- **WORK INSTRUCTIONS**:
Go over the entries below line by line, copying each one that contains the word "Shiv".

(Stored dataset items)
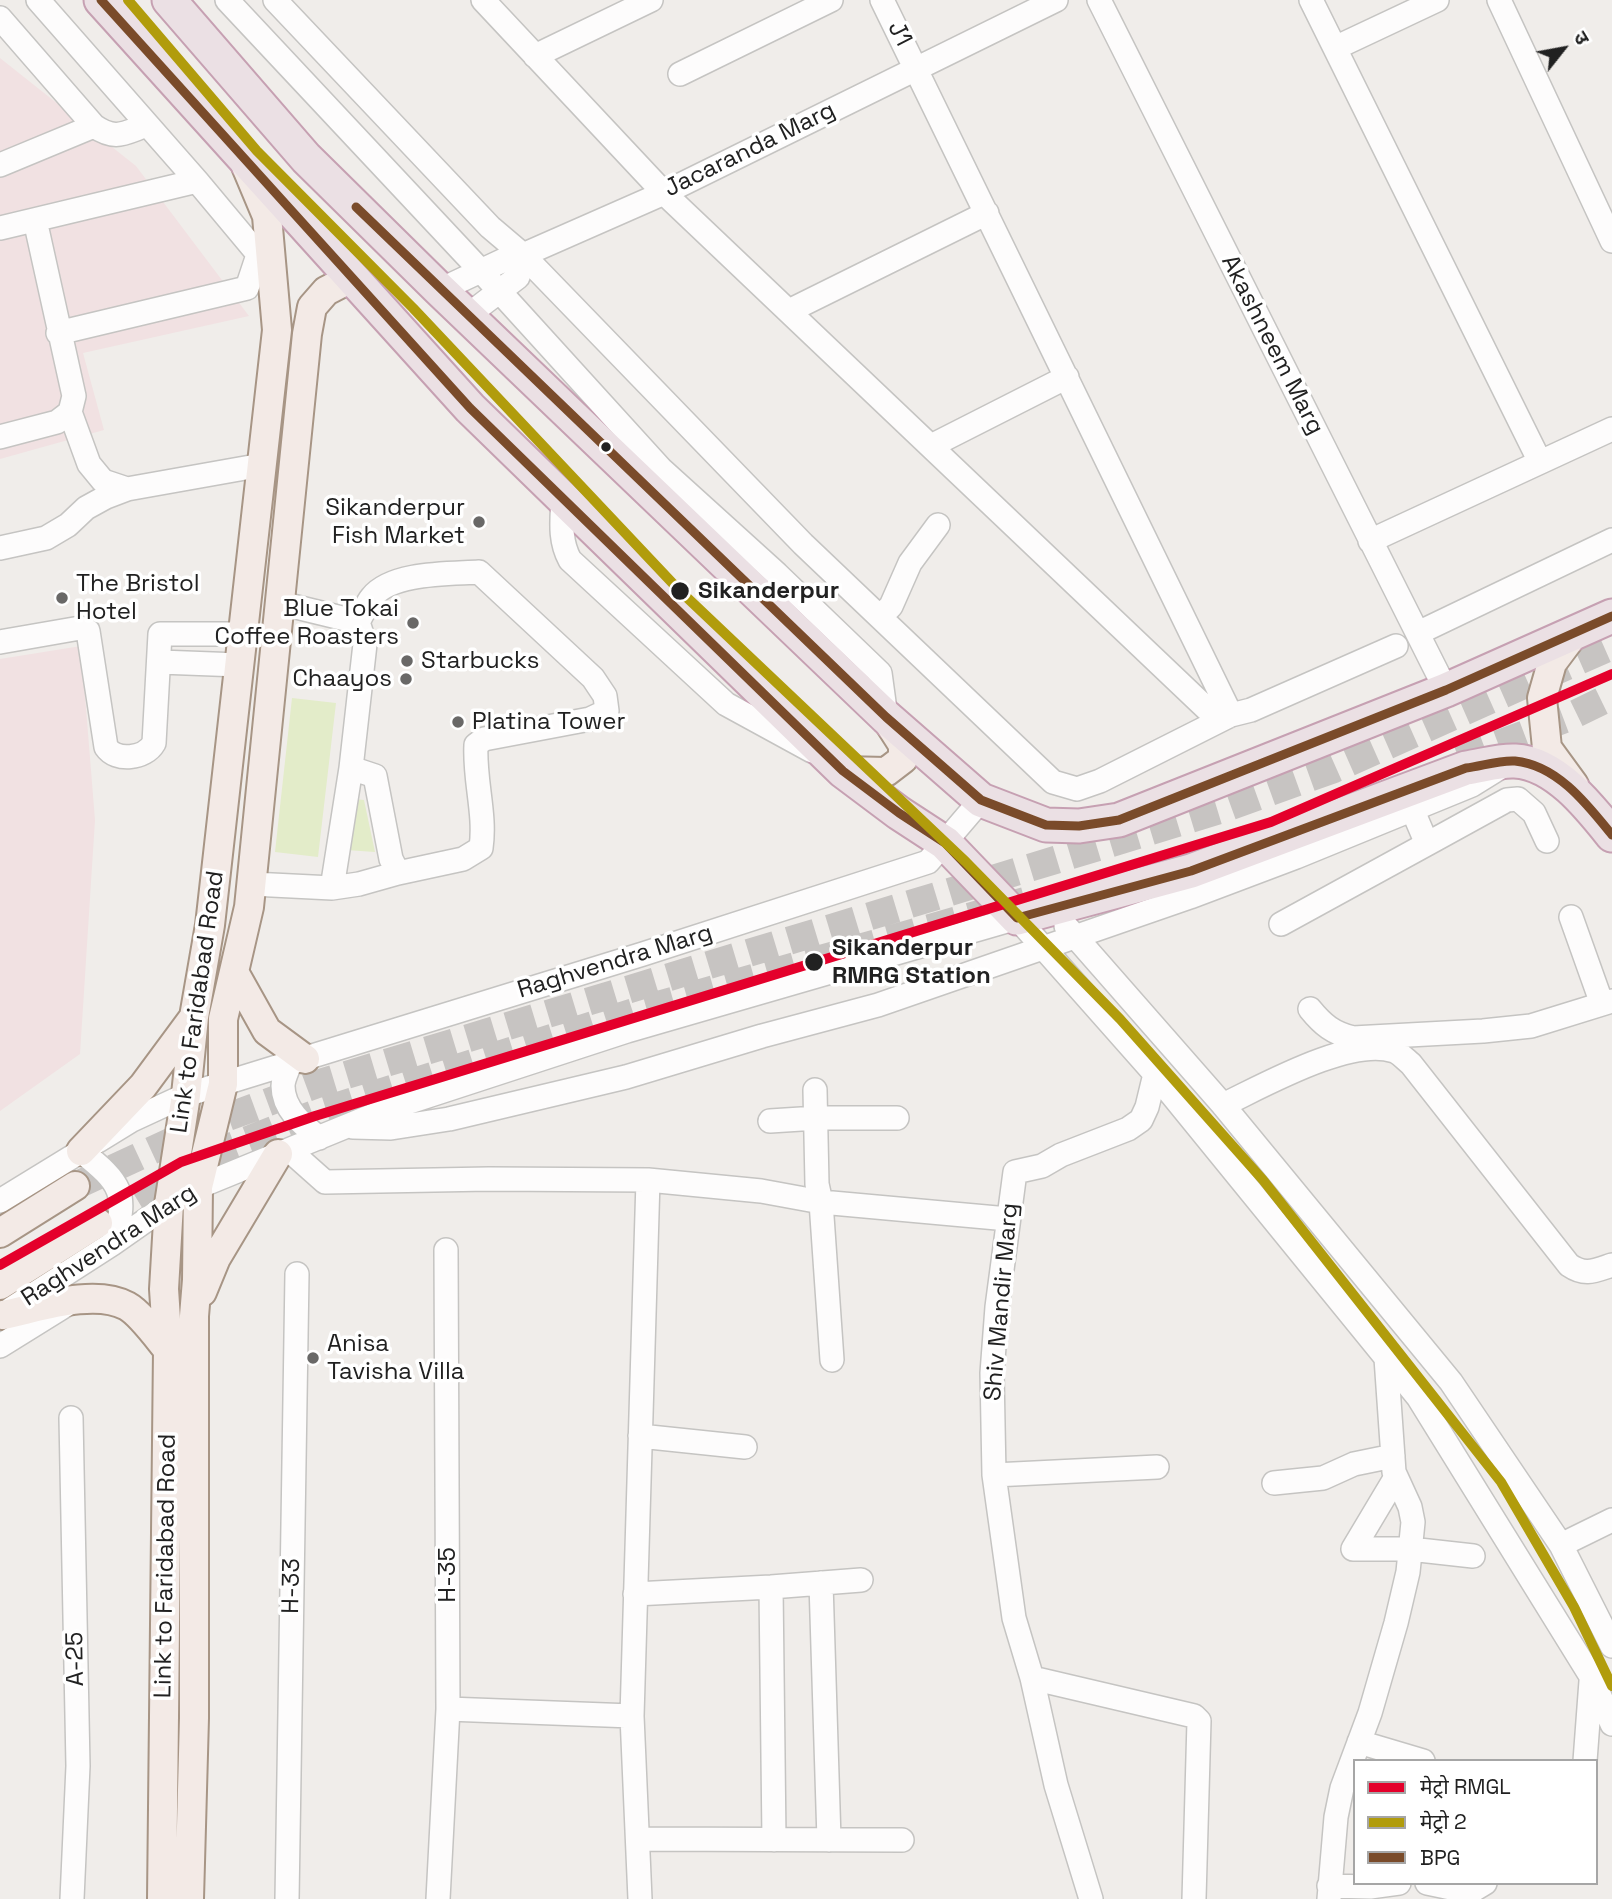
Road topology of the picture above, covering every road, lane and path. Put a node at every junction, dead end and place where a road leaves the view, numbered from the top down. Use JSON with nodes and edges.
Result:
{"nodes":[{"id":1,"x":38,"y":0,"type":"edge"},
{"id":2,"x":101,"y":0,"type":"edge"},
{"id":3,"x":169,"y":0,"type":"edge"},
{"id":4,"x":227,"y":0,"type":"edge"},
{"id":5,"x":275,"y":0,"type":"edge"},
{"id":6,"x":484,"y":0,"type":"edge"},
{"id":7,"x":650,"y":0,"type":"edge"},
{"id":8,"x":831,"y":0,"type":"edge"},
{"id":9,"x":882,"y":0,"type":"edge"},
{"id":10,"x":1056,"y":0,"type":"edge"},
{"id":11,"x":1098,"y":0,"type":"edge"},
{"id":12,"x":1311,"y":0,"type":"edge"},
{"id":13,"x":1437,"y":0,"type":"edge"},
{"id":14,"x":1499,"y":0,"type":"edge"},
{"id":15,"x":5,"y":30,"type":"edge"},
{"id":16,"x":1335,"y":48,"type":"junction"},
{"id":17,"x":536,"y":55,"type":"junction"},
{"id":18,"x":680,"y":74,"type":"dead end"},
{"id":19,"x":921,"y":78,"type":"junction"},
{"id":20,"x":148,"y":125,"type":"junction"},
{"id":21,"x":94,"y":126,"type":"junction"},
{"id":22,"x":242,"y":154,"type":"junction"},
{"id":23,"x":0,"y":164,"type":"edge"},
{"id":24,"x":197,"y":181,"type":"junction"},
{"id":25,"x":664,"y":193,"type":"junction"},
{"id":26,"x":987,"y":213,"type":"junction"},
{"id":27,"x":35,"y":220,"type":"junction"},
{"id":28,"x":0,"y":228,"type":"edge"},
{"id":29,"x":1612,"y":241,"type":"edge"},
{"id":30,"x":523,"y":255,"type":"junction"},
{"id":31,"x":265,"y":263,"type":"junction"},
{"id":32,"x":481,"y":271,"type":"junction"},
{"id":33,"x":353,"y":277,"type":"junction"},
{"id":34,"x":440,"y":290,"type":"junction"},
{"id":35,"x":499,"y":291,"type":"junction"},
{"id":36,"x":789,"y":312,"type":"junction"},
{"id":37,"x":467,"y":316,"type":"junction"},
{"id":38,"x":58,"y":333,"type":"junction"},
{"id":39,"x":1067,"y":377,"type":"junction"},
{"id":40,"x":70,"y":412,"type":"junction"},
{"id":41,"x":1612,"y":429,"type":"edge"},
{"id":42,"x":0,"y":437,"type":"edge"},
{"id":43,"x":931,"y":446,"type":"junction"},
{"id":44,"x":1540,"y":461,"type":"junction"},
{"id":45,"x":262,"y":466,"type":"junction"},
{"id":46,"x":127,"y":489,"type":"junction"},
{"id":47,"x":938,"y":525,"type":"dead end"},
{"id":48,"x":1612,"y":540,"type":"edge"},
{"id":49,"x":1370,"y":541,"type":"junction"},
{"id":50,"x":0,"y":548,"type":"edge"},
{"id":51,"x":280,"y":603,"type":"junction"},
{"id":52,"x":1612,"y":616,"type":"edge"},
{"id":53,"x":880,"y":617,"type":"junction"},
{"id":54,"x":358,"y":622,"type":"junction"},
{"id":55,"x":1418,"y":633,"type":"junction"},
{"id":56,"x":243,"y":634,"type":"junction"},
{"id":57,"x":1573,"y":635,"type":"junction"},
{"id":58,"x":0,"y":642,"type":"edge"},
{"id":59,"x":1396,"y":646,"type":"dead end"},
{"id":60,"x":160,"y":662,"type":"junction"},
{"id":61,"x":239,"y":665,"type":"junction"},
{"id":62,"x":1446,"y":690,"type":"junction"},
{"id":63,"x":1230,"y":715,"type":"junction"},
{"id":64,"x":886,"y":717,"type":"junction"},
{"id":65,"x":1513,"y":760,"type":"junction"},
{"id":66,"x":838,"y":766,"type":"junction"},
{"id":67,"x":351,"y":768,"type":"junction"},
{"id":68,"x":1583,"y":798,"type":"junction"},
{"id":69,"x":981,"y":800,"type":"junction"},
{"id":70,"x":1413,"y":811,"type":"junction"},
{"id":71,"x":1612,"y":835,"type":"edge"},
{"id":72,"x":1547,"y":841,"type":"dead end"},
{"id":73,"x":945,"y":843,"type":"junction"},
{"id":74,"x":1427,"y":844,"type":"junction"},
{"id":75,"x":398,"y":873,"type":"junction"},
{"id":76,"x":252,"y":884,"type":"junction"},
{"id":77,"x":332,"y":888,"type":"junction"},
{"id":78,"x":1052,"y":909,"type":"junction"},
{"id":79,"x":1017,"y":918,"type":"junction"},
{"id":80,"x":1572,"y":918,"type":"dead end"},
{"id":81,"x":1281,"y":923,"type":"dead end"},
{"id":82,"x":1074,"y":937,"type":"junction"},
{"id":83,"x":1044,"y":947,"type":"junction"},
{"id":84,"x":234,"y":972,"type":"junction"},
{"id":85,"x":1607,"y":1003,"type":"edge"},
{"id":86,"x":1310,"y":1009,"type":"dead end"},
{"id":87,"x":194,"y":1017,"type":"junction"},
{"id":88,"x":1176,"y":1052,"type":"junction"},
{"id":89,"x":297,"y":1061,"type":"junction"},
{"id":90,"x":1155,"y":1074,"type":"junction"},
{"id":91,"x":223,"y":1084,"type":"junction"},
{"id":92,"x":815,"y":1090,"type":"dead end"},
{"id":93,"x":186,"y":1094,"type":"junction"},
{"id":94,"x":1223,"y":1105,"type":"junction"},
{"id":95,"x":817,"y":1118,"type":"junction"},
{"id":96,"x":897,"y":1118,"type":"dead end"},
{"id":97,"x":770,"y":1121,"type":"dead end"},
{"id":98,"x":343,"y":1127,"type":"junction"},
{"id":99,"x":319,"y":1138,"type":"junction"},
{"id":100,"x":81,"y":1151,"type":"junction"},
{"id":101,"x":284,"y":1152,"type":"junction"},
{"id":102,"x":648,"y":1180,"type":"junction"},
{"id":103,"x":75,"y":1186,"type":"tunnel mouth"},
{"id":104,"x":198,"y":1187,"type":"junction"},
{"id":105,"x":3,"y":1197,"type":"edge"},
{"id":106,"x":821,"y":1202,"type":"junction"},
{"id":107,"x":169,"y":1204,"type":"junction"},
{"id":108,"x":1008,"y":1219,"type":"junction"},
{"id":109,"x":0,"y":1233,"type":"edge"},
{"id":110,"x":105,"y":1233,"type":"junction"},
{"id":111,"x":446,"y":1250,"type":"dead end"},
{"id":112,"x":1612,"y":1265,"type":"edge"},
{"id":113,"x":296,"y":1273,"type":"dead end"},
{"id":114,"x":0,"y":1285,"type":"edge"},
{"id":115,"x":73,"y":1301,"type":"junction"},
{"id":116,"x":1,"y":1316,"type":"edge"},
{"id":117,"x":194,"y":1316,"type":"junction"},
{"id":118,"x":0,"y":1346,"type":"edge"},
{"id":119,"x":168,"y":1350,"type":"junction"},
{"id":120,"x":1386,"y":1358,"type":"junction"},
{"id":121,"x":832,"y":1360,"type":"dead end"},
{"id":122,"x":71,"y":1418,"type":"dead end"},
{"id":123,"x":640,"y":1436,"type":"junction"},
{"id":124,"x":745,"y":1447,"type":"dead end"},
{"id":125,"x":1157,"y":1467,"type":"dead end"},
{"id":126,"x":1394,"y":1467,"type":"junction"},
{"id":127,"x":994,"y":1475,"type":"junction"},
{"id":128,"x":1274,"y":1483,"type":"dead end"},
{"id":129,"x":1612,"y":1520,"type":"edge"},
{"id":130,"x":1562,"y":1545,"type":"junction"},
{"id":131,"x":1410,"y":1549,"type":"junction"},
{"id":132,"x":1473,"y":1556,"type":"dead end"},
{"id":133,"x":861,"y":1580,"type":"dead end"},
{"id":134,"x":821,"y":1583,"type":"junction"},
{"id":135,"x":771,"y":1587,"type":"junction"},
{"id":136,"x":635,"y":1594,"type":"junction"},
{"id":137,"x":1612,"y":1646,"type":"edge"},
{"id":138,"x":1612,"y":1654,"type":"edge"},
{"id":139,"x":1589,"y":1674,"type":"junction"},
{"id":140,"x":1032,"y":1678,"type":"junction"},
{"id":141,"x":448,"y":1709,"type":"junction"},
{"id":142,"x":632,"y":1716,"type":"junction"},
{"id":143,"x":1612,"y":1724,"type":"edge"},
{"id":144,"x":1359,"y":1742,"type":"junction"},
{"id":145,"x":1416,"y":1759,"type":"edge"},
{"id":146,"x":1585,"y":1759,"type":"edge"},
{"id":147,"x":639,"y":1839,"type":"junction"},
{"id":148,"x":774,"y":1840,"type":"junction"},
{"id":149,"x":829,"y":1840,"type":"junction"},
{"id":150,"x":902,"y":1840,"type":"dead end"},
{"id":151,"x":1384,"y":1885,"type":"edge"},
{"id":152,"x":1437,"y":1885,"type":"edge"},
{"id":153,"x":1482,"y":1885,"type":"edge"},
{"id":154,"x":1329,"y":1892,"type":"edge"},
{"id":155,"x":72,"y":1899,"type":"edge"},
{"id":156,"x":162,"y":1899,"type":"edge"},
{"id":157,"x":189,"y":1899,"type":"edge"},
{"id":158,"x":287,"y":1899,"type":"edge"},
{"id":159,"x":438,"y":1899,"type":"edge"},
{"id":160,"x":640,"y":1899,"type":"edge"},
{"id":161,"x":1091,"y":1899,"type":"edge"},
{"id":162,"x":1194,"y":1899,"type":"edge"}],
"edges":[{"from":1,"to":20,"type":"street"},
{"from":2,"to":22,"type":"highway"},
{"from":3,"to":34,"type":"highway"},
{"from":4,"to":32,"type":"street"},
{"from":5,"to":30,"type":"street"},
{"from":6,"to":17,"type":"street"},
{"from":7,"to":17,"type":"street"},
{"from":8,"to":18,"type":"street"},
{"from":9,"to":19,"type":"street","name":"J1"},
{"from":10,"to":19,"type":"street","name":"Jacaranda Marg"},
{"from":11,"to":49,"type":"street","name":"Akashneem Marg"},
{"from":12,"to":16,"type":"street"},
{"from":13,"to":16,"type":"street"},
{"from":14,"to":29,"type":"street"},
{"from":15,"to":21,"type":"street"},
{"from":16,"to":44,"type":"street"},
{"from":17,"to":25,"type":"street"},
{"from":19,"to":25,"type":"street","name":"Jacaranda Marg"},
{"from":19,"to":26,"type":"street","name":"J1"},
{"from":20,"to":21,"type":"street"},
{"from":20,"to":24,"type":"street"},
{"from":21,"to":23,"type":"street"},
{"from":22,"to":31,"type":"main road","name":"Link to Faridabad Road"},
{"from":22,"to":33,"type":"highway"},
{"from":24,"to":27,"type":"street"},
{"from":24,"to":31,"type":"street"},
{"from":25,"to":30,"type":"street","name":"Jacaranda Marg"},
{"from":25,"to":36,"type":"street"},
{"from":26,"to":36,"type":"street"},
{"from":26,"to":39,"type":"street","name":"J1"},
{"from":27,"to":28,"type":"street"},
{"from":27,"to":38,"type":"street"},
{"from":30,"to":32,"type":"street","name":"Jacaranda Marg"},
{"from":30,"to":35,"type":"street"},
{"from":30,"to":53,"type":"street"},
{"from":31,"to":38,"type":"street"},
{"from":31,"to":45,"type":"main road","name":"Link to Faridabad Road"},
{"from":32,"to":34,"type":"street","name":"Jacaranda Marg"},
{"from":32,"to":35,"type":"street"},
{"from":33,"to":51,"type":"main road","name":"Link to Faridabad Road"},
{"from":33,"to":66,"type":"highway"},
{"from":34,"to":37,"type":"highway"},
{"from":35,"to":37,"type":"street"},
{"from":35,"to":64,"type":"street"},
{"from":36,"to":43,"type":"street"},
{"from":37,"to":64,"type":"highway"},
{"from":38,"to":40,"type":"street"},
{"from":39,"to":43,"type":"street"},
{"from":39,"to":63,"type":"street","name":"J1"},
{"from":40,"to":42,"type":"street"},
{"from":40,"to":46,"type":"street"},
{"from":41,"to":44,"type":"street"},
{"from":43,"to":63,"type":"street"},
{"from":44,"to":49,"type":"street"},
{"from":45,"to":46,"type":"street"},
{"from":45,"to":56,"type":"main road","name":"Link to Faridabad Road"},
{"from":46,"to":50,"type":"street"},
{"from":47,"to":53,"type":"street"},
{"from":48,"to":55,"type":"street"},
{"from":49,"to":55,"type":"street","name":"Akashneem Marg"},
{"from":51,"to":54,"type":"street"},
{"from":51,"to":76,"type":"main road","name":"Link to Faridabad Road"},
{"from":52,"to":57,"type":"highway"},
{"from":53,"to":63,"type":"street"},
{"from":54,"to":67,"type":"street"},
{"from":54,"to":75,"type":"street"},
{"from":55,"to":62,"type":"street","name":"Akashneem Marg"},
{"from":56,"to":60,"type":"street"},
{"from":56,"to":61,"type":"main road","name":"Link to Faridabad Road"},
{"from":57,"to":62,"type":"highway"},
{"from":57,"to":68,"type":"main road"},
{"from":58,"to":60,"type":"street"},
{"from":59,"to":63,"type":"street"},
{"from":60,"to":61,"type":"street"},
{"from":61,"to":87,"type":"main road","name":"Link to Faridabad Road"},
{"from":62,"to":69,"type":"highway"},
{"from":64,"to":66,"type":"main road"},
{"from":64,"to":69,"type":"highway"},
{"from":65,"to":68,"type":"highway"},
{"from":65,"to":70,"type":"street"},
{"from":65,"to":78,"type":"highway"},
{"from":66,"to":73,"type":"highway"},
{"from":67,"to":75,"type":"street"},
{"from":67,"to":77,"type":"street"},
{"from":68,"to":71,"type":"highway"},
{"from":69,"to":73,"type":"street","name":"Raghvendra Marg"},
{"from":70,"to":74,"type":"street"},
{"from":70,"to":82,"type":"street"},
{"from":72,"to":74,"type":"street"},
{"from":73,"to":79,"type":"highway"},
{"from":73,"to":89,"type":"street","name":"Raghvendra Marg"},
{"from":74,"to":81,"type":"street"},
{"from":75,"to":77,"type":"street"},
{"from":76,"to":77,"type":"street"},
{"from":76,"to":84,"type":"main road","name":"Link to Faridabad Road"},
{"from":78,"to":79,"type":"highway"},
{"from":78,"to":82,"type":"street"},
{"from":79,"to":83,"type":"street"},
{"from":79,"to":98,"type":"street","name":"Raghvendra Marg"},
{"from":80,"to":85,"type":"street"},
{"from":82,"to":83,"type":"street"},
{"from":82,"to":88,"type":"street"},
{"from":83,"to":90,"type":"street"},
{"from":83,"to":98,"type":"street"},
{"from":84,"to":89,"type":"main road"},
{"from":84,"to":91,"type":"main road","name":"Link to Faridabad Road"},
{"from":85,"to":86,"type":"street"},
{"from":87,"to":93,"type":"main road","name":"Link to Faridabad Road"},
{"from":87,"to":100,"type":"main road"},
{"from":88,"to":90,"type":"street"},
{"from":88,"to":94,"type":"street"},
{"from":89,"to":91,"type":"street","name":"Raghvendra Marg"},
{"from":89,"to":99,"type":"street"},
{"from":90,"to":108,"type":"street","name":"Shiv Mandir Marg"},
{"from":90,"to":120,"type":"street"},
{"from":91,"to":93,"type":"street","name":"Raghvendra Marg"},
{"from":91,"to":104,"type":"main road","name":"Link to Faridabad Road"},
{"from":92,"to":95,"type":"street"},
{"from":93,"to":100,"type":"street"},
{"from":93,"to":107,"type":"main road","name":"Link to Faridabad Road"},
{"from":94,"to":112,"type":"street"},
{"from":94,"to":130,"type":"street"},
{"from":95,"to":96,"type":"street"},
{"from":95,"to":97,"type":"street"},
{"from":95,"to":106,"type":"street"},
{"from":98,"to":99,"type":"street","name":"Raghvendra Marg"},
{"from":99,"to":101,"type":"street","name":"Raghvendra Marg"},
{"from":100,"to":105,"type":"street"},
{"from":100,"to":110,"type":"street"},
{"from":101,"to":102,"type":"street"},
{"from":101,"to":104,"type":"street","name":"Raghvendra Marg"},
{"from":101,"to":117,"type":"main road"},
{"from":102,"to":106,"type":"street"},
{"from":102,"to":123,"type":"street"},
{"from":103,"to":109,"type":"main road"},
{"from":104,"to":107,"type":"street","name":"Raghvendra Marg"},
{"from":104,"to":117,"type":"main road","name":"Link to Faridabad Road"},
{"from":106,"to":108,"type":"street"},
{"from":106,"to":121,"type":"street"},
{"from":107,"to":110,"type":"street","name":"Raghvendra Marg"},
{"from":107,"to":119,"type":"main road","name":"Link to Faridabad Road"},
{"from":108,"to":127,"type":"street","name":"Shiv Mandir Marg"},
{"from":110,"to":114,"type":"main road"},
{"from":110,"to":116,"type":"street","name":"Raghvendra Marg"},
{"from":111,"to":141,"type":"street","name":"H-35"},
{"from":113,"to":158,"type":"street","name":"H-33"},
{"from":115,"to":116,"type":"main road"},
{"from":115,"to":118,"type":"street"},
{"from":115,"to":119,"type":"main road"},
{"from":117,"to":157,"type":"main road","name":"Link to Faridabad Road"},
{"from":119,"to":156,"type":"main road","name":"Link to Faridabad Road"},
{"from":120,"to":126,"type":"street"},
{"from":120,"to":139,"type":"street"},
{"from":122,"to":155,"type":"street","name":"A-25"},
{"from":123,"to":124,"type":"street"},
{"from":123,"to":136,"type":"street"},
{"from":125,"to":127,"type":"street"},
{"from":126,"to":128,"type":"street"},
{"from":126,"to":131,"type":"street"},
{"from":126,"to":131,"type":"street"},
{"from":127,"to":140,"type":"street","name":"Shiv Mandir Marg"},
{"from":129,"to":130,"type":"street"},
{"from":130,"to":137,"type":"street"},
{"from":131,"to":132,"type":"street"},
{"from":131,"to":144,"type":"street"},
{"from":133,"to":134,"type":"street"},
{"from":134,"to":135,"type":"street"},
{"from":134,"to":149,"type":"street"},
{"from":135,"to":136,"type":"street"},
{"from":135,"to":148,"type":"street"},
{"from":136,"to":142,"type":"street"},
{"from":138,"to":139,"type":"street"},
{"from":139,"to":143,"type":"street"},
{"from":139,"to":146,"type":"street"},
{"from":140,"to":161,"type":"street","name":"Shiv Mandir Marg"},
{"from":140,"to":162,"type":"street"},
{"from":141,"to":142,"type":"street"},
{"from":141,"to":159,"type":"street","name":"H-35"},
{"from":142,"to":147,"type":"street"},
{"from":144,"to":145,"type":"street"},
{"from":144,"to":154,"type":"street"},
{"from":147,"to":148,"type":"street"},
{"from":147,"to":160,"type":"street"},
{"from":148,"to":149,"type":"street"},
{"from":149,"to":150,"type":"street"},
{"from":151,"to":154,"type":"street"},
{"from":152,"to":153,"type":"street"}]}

- **EXERCISE SOLUTION**:
{"from":90,"to":108,"type":"street","name":"Shiv Mandir Marg"},
{"from":108,"to":127,"type":"street","name":"Shiv Mandir Marg"},
{"from":127,"to":140,"type":"street","name":"Shiv Mandir Marg"},
{"from":140,"to":161,"type":"street","name":"Shiv Mandir Marg"},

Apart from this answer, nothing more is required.